#### Work item:
Output nothing but the lines from the first line of the listing below through the line containing "cairo_restore(cr);", printed exactly and free of pictures.

#### The data:
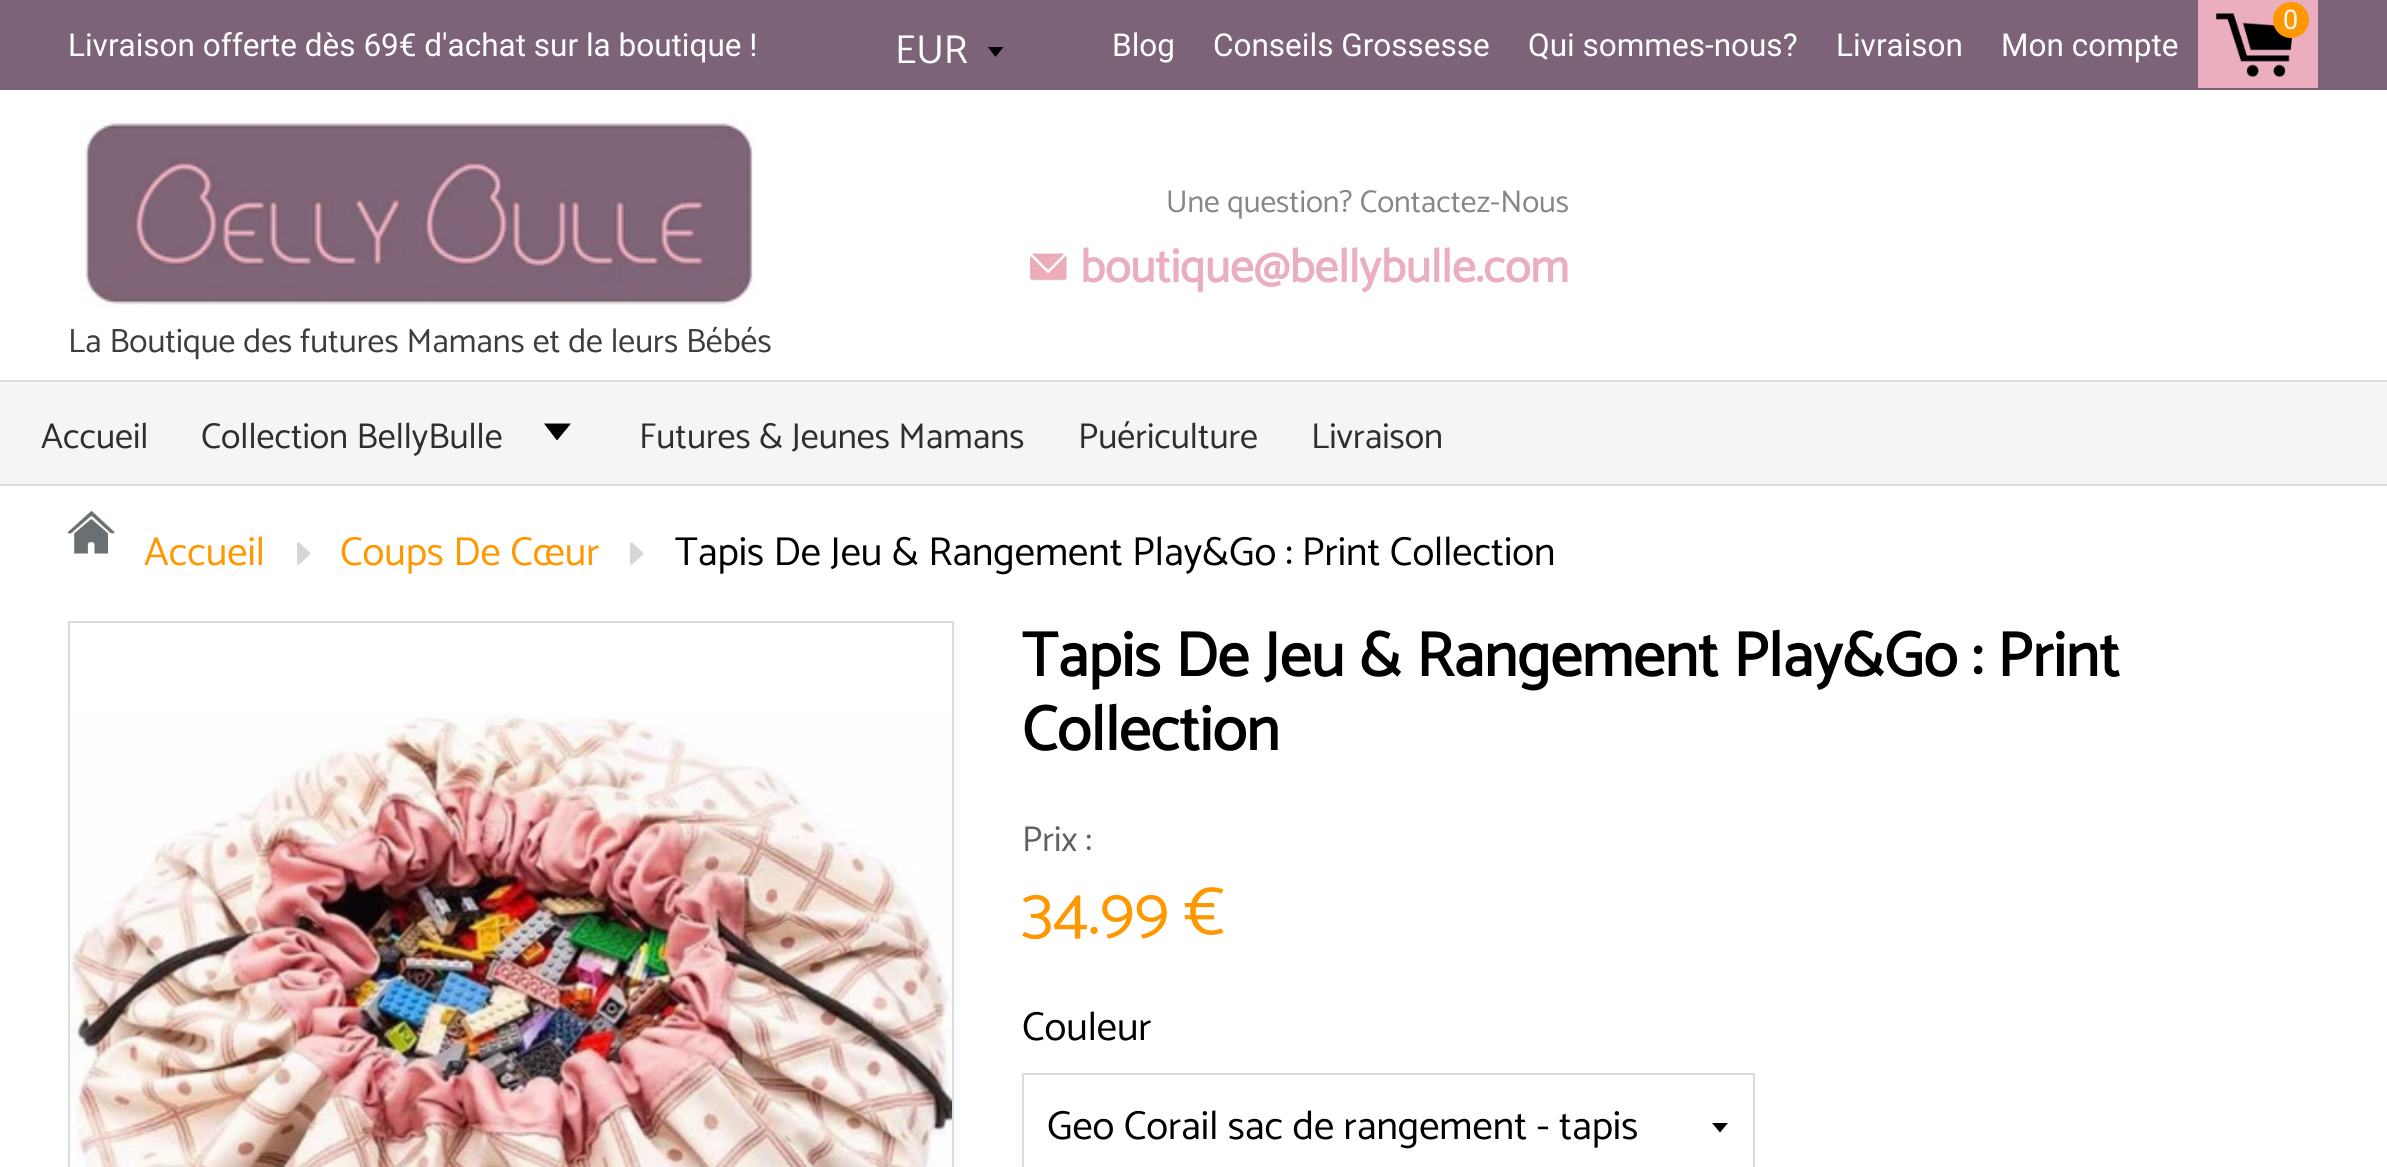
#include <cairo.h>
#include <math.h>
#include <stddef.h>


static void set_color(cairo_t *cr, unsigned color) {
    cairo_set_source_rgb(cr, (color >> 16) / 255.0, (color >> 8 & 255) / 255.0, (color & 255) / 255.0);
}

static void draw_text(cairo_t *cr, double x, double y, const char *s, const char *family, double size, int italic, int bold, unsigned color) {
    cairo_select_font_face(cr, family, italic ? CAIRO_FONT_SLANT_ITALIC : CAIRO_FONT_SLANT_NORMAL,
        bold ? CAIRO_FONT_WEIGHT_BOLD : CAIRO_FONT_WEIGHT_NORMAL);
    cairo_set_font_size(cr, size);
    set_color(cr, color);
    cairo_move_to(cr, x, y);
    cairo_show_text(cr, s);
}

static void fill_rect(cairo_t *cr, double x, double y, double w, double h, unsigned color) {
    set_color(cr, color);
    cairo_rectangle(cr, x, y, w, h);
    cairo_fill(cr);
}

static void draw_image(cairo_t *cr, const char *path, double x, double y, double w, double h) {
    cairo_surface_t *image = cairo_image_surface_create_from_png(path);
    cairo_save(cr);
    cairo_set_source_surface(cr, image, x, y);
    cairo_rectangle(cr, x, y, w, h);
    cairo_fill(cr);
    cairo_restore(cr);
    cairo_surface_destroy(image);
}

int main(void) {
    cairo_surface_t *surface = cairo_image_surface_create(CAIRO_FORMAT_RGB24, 2387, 1167);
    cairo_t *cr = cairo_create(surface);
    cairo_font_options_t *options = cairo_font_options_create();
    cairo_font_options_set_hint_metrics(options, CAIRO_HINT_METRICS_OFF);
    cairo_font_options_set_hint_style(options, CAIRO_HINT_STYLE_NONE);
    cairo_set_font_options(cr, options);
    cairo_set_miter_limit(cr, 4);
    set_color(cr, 0xFFFFFF);
    cairo_paint(cr);
    fill_rect(cr, 0, 0, 2387, 90, 0x7D6378);
    draw_text(cr, 68, 56, "Livraison offerte dès 69€ d'achat sur la boutique !", "Roboto", 31.5, 0, 0, 0xFFFFFF);
    fill_rect(cr, 2198, 0, 120, 88, 0xEAAEBE);
    draw_image(cr, "assets/img1.png", 2216, 13, 76, 64);
    set_color(cr, 0xFF9800);
    cairo_arc(cr, 2291, 20, 18, 0, 2 * M_PI);
    cairo_fill(cr);
    draw_text(cr, 2283, 29, "0", "Roboto", 27, 0, 0, 0xF9F9F9);
    set_color(cr, 0x000000);
    cairo_new_path(cr);
    cairo_move_to(cr, 988, 47);
    cairo_line_to(cr, 995.5, 57);
    cairo_line_to(cr, 1003.5, 47);
    cairo_close_path(cr);
    cairo_fill(cr);
    draw_text(cr, 895, 63, "EUR", "Catamaran Thin", 40.5, 0, 0, 0xFFFFFF);
    draw_text(cr, 1112, 56, "Blog", "Roboto", 31.5, 0, 0, 0xFFFFFF);
    draw_text(cr, 1213, 56, "Conseils Grossesse", "Roboto", 31.5, 0, 0, 0xFFFFFF);
    draw_text(cr, 1528, 56, "Qui sommes-nous?", "Roboto", 31.5, 0, 0, 0xFFFFFF);
    draw_text(cr, 1836, 56, "Livraison", "Roboto", 31.5, 0, 0, 0xFFFFFF);
    draw_text(cr, 2001, 56, "Mon compte", "Roboto", 31.5, 0, 0, 0xFFFFFF);
    draw_text(cr, 1166, 212, "Une question? Contactez-Nous", "Catamaran Thin", 31.5, 0, 0, 0x868686);
    draw_image(cr, "assets/img2.png", 1030, 253, 37, 28);
    draw_text(cr, 1080, 282, "boutique@bellybulle.com", "Catamaran", 47.25, 0, 1, 0xEAAEBE);
    draw_image(cr, "assets/img3.png", 81, 119, 675, 189);
    draw_text(cr, 68, 352, "La Boutique des futures Mamans et de leurs Bébés", "Catamaran Thin", 33.75, 0, 0, 0x3E3C3C);
    fill_rect(cr, 0, 382, 2387, 102, 0xF5F5F5);
    fill_rect(cr, 0, 380, 2387, 2, 0xDDDCDC);
    fill_rect(cr, 0, 484, 2387, 2, 0xDDDCDC);
    draw_text(cr, 41, 448, "Accueil", "Catamaran Thin", 36, 0, 0, 0x2E2E2E);
    draw_text(cr, 201, 448, "Collection BellyBulle", "Catamaran Thin", 36, 0, 0, 0x2E2E2E);
    set_color(cr, 0x000000);
    cairo_new_path(cr);
    cairo_move_to(cr, 544, 423.5);
    cairo_line_to(cr, 557, 440.5);
    cairo_line_to(cr, 571, 423.5);
    cairo_close_path(cr);
    cairo_fill(cr);
    draw_text(cr, 639, 448, "Futures & Jeunes Mamans", "Catamaran Thin", 36, 0, 0, 0x2E2E2E);
    draw_text(cr, 1078, 448, "Puériculture", "Catamaran Thin", 36, 0, 0, 0x2E2E2E);
    draw_text(cr, 1311, 448, "Livraison", "Catamaran Thin", 36, 0, 0, 0x2E2E2E);
    draw_image(cr, "assets/img4.png", 67, 510, 48, 44);
    draw_text(cr, 144, 565, "Accueil", "Catamaran Thin", 40.5, 0, 0, 0xFF9800);
    draw_image(cr, "assets/img5.png", 297, 542, 14, 23);
    draw_text(cr, 340, 565, "Coups De Cœur", "Catamaran Thin", 40.5, 0, 0, 0xFF9800);
    draw_image(cr, "assets/img6.png", 630, 542, 14, 23);
    draw_text(cr, 675, 565, "Tapis De Jeu & Rangement Play&Go : Print Collection", "Catamaran Thin", 40.5, 0, 0, 0x000000);
    cairo_rectangle(cr, 69, 622, 884, 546);
    set_color(cr, 0xDDDCDC);
    cairo_stroke(cr);
    draw_image(cr, "assets/img7.png", 70, 711, 882, 456);
    draw_text(cr, 1022, 676, "Tapis De Jeu & Rangement Play&Go : Print", "Catamaran", 63, 0, 1, 0x000000);
    draw_text(cr, 1022, 750, "Collection", "Catamaran", 63, 0, 1, 0x000000);
    draw_text(cr, 1022, 851, "Prix :", "Catamaran Thin", 36, 0, 0, 0x606060);
    draw_text(cr, 1022, 934, "34.99 €", "Catamaran Thin", 67.5, 0, 0, 0xFF9800);
    draw_text(cr, 1022, 1040, "Couleur", "Catamaran Thin", 40.5, 0, 0, 0x000000);
    cairo_new_path(cr);
    cairo_move_to(cr, 1712, 1123);
    cairo_line_to(cr, 1720, 1132.5);
    cairo_line_to(cr, 1728, 1123);
    cairo_close_path(cr);
    cairo_fill(cr);
    cairo_rectangle(cr, 1023, 1074, 731, 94);
    set_color(cr, 0xDDDCDC);
    cairo_stroke(cr);
    draw_text(cr, 1047, 1139, "Geo Corail sac de rangement - tapis", "Catamaran Thin", 40.5, 0, 0, 0x000000);
    cairo_surface_write_to_png(surface, "output.png");
    cairo_font_options_destroy(options);
    cairo_destroy(cr);
    cairo_surface_destroy(surface);
    return 0;
}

#### Response below:
#include <cairo.h>
#include <math.h>
#include <stddef.h>


static void set_color(cairo_t *cr, unsigned color) {
    cairo_set_source_rgb(cr, (color >> 16) / 255.0, (color >> 8 & 255) / 255.0, (color & 255) / 255.0);
}

static void draw_text(cairo_t *cr, double x, double y, const char *s, const char *family, double size, int italic, int bold, unsigned color) {
    cairo_select_font_face(cr, family, italic ? CAIRO_FONT_SLANT_ITALIC : CAIRO_FONT_SLANT_NORMAL,
        bold ? CAIRO_FONT_WEIGHT_BOLD : CAIRO_FONT_WEIGHT_NORMAL);
    cairo_set_font_size(cr, size);
    set_color(cr, color);
    cairo_move_to(cr, x, y);
    cairo_show_text(cr, s);
}

static void fill_rect(cairo_t *cr, double x, double y, double w, double h, unsigned color) {
    set_color(cr, color);
    cairo_rectangle(cr, x, y, w, h);
    cairo_fill(cr);
}

static void draw_image(cairo_t *cr, const char *path, double x, double y, double w, double h) {
    cairo_surface_t *image = cairo_image_surface_create_from_png(path);
    cairo_save(cr);
    cairo_set_source_surface(cr, image, x, y);
    cairo_rectangle(cr, x, y, w, h);
    cairo_fill(cr);
    cairo_restore(cr);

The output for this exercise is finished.